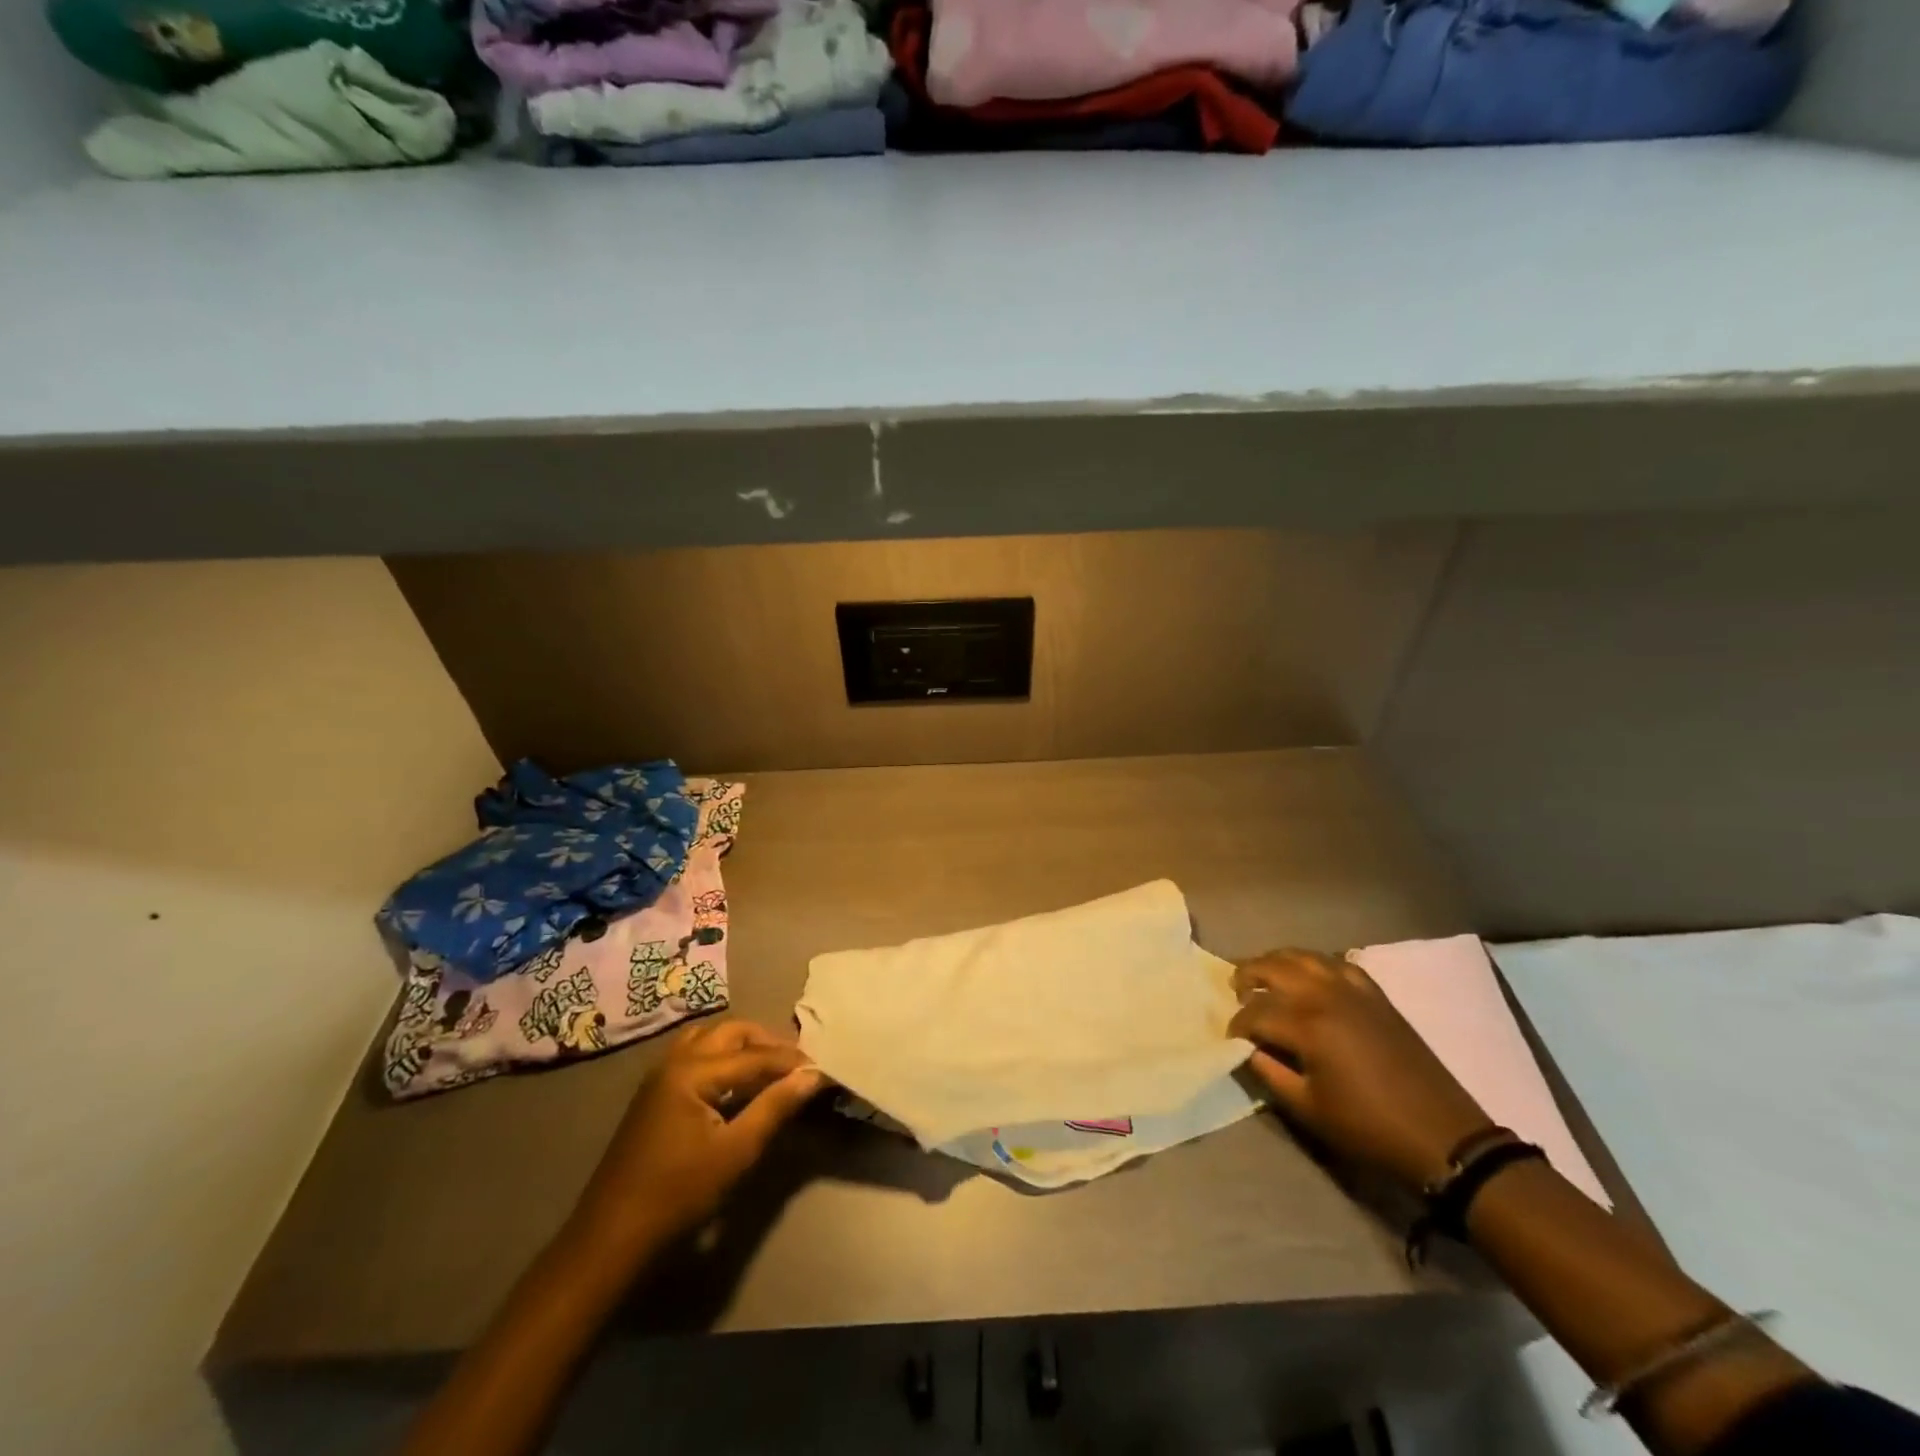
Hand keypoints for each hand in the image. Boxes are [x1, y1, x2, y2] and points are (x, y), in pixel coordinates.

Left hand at [573, 1019, 826, 1251]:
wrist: (612, 1236)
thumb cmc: (678, 1194)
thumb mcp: (735, 1153)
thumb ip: (775, 1108)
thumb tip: (812, 1076)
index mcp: (693, 1071)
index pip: (755, 1056)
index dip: (792, 1062)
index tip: (823, 1069)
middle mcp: (675, 1060)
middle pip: (732, 1033)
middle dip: (768, 1043)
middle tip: (798, 1065)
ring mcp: (660, 1074)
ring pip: (710, 1038)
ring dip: (743, 1044)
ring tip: (770, 1067)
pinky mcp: (655, 1091)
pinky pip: (695, 1052)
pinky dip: (721, 1054)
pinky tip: (735, 1079)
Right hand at [1229, 949, 1493, 1192]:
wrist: (1441, 1135)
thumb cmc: (1368, 1127)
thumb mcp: (1308, 1109)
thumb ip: (1269, 1073)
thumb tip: (1247, 1050)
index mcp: (1307, 1025)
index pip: (1255, 1012)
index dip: (1237, 1025)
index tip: (1231, 1039)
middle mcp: (1326, 995)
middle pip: (1272, 967)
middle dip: (1247, 976)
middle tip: (1236, 993)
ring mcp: (1353, 989)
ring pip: (1302, 956)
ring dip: (1276, 962)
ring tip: (1263, 976)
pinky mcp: (1375, 994)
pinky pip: (1335, 963)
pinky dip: (1313, 963)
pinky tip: (1306, 976)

________________

Exercise
What you give back should be only the lines of the records above, starting at the line with "middle tip: (798, 1065)" and ending at the line with "thumb tip: (1247, 1050)", restated word for word.

Your response
middle tip: (798, 1065)
ring mcp: (660, 1074)
ring pip: (710, 1038)
ring dip: (743, 1044)
ring tip: (770, 1067)
pinky mcp: (655, 1091)
pinky pip: (695, 1052)
pinky dip: (721, 1054)
pinky tip: (735, 1079)
Right hand at [1229, 949, 1493, 1192]:
wrist: (1441, 1135)
thumb cmc: (1368, 1127)
thumb mcp: (1308, 1109)
thumb ip: (1269, 1073)
thumb tip: (1247, 1050)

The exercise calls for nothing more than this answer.